I think this 2 links are very helpful.
If someone can compile this to use with win32, please, post the links.
Thank you in advance.

retina · 2009-09-25, 13:05

Quote:

Originally Posted by nucleon

ATI 5000 series video card - 2.72SP Gflops/544 DP Gflops

How come SP is 200 times less than DP? I think the figures are wrong somewhere.

fivemack · 2009-09-25, 14:01

It is, of course, 2.72 SP Tflops peak.

Only a gigabyte of memory, so no use for GNFS linear algebra, though there does seem to be an addressing mode for the per-SIMD local store which is designed for doing radix-4 SP FFTs. Some reviews suggest that there are now four 24x24 integer multipliers rather than one 32x32, not sure how good a trade-off that is - depends on how many extra bits you wanted to carry around between carry propagation passes.

Bernstein, Lange &c's work on mulmod on GPGPU is all on very small numbers (say 210 bits) which fit in the GPU register sets, I'm not sure how painful things get if the numbers stop fitting there.

On the other hand, there's little point in my buying a 5850 to write GPGPU code on until the R800 Instruction Set Architecture document codes out, and AMD pull their finger out and release the OpenCL-running-on-GPU implementation.
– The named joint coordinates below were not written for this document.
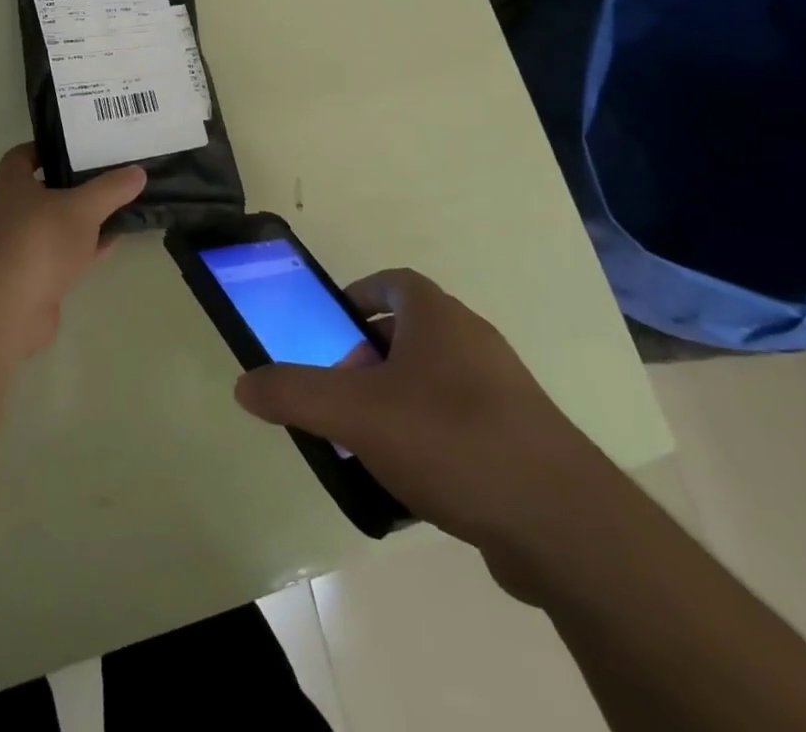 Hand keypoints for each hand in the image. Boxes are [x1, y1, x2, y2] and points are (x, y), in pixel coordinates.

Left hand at [0, 143, 146, 358]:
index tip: (79, 147)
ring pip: (52, 226)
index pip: (23, 155)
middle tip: (105, 176)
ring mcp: (14, 249)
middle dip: (72, 185)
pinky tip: (110, 243)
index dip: (49, 148)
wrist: (6, 311)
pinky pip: (58, 255)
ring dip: (79, 220)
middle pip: (41, 191)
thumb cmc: (38, 242)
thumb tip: (138, 171)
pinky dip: (81, 249)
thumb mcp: (83, 208)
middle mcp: (4, 213)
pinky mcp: (26, 279)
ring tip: (115, 208)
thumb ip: (111, 188)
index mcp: (8, 185)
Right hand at [234, 269, 614, 592]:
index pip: (394, 282)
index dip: (360, 296)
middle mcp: (474, 340)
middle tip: (341, 395)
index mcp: (438, 317)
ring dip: (399, 400)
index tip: (333, 327)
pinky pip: (462, 422)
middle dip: (370, 358)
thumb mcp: (356, 414)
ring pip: (436, 380)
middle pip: (411, 332)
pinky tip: (414, 483)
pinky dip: (432, 437)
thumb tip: (243, 384)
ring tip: (369, 442)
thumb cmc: (450, 439)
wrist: (562, 522)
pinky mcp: (522, 439)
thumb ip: (294, 394)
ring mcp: (504, 390) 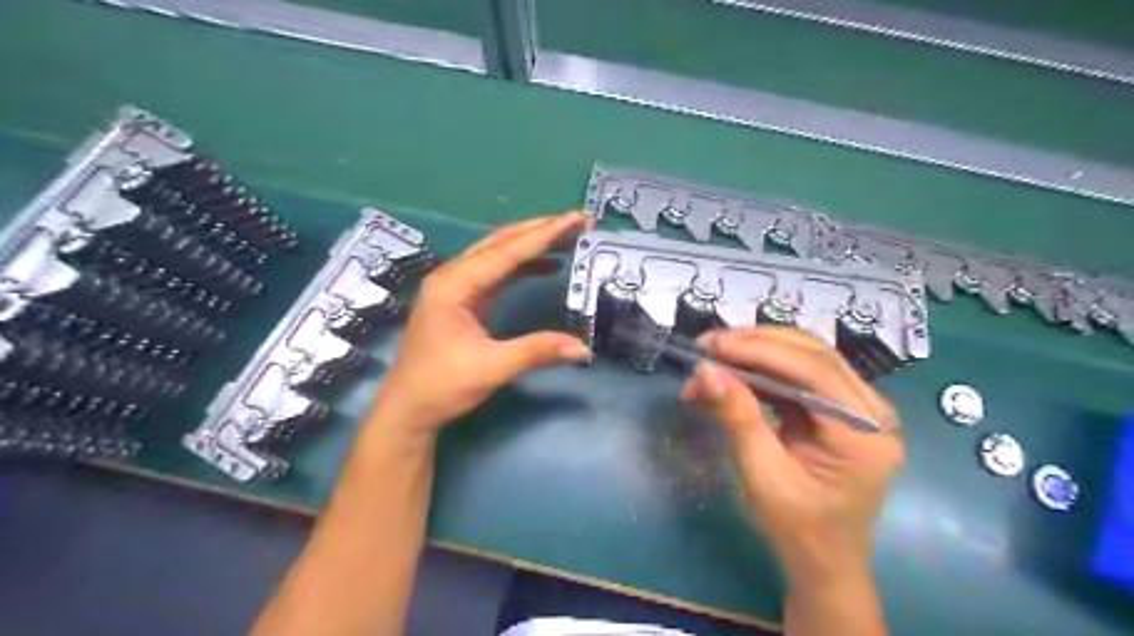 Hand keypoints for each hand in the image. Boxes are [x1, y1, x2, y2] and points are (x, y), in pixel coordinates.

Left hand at [371, 212, 593, 435]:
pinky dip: (524, 266)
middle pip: (502, 242)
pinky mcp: (464, 300)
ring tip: (569, 238)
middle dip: (541, 230)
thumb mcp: (491, 368)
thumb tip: (584, 349)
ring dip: (533, 244)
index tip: (577, 219)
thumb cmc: (441, 386)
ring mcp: (457, 287)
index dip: (545, 234)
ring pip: (500, 254)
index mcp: (454, 284)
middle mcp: (454, 276)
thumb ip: (537, 352)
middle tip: (579, 222)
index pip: (507, 251)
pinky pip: (498, 273)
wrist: (407, 410)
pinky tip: (547, 266)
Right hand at [681, 331, 905, 583]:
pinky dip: (761, 371)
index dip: (760, 349)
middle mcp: (873, 410)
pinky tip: (731, 376)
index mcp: (865, 434)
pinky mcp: (839, 408)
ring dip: (755, 354)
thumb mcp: (762, 476)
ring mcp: (860, 407)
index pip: (814, 370)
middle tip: (707, 347)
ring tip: (712, 361)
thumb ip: (737, 418)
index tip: (712, 346)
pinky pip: (798, 375)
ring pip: (804, 357)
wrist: (824, 563)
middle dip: (754, 344)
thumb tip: (706, 370)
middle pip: (813, 354)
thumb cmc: (797, 530) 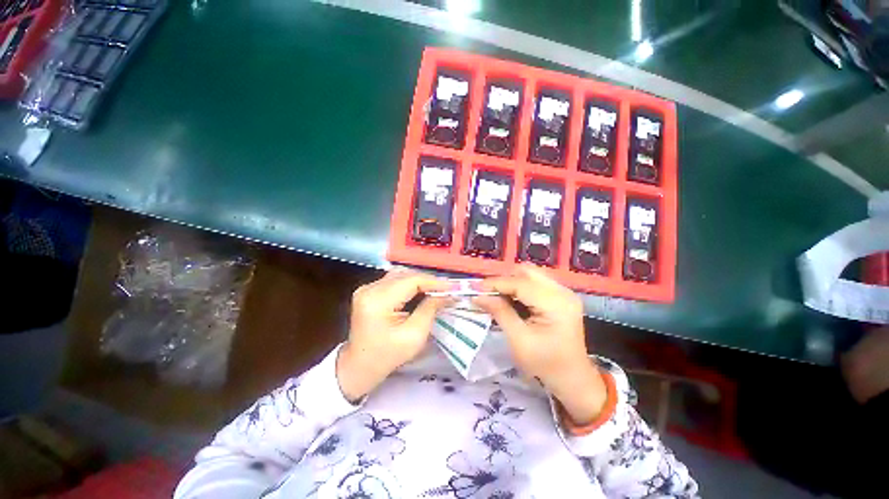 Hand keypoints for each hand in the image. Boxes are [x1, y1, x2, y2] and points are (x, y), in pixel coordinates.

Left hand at [337, 269, 453, 401]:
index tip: (453, 287)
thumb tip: (446, 294)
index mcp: (378, 301)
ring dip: (420, 281)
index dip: (434, 282)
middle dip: (428, 281)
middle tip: (447, 289)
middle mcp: (369, 288)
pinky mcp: (368, 290)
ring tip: (436, 290)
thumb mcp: (414, 336)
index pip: (411, 280)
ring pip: (400, 275)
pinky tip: (420, 291)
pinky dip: (409, 283)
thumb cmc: (387, 356)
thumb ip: (430, 309)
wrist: (359, 366)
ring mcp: (366, 288)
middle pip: (406, 275)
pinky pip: (394, 280)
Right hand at [474, 264, 606, 424]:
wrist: (572, 378)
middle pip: (527, 272)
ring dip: (512, 282)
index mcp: (556, 304)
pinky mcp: (561, 296)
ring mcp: (564, 292)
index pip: (521, 283)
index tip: (475, 287)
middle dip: (505, 280)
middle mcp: (563, 292)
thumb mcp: (518, 340)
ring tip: (498, 296)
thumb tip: (479, 296)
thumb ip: (500, 312)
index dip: (496, 283)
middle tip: (488, 293)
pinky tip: (512, 299)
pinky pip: (536, 282)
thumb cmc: (545, 364)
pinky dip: (521, 287)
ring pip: (531, 274) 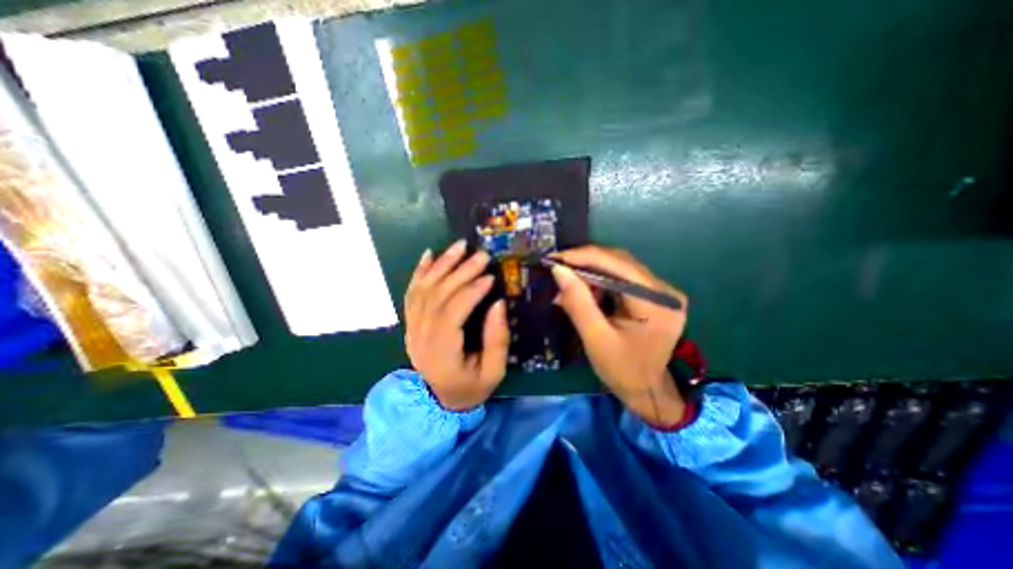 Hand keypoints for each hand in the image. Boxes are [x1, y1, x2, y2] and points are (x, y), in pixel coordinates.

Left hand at [405, 243, 509, 410]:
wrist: (440, 400)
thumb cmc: (471, 387)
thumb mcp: (493, 372)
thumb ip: (497, 340)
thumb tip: (498, 304)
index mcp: (441, 352)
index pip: (451, 314)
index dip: (470, 292)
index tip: (490, 277)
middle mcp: (420, 336)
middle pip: (437, 296)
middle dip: (460, 272)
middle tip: (481, 255)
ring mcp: (412, 327)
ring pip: (423, 289)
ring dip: (441, 264)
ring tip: (460, 246)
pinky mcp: (411, 322)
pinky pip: (412, 292)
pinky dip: (420, 271)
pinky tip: (430, 254)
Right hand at [552, 245, 692, 425]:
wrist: (646, 390)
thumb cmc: (622, 370)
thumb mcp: (596, 339)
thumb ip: (578, 302)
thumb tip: (558, 269)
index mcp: (657, 302)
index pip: (619, 265)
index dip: (584, 257)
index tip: (555, 258)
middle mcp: (664, 290)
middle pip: (620, 262)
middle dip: (585, 262)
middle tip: (557, 267)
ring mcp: (660, 291)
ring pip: (619, 267)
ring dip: (590, 271)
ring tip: (566, 279)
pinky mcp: (652, 295)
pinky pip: (621, 278)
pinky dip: (599, 280)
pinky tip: (583, 288) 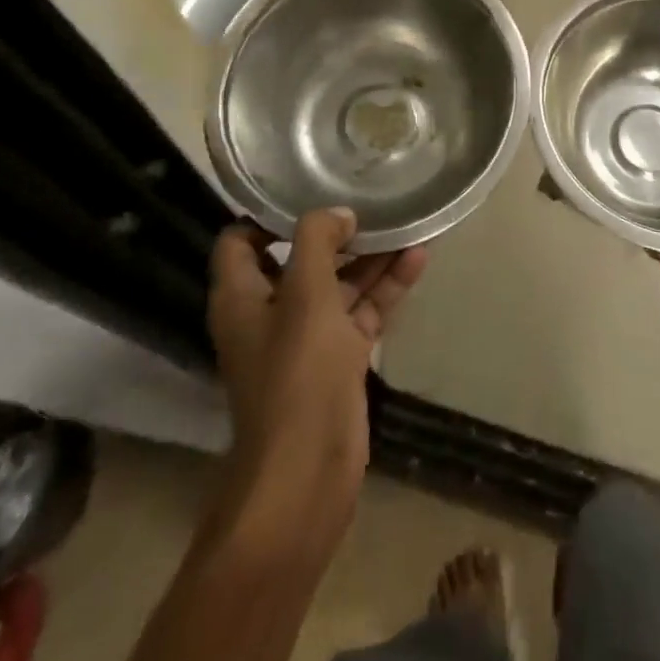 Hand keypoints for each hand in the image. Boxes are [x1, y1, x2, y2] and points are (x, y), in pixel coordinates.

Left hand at [207, 209, 426, 531]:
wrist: (308, 471)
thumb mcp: (306, 294)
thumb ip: (318, 241)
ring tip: (407, 220)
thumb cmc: (297, 373)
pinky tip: (418, 258)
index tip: (311, 189)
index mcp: (242, 296)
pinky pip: (362, 310)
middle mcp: (269, 312)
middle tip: (371, 199)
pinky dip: (385, 287)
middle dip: (335, 230)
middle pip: (299, 257)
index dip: (270, 214)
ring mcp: (306, 337)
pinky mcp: (338, 358)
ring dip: (369, 255)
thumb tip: (338, 214)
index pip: (241, 240)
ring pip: (338, 283) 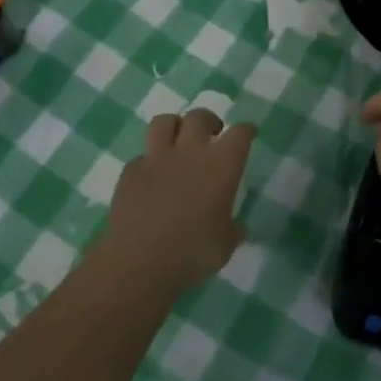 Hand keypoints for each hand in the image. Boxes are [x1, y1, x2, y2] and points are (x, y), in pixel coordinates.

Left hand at [100, 109, 255, 295]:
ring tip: (178, 142)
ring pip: (164, 122)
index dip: (246, 130)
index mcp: (221, 166)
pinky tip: (152, 179)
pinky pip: (142, 157)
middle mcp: (190, 153)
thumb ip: (231, 230)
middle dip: (209, 121)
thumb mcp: (224, 246)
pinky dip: (149, 163)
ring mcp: (157, 159)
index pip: (240, 134)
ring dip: (175, 127)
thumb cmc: (191, 254)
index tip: (249, 133)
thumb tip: (235, 228)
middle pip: (200, 117)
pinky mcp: (130, 172)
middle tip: (213, 134)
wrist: (138, 263)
jasonp · 2009-09-25, 14:19

I think all of the complexity of porting algorithms to GPUs boils down to making the important part of the working set fit into caches that are much too small.

If your applications do not require double precision floating point, getting started with graphics card programming is ridiculously cheap. Nvidia's development libraries are a free download, and a 1-year old GPU with 1GB of memory costs ~$100 and potentially can crunch 5-10x faster than the machine it's plugged into.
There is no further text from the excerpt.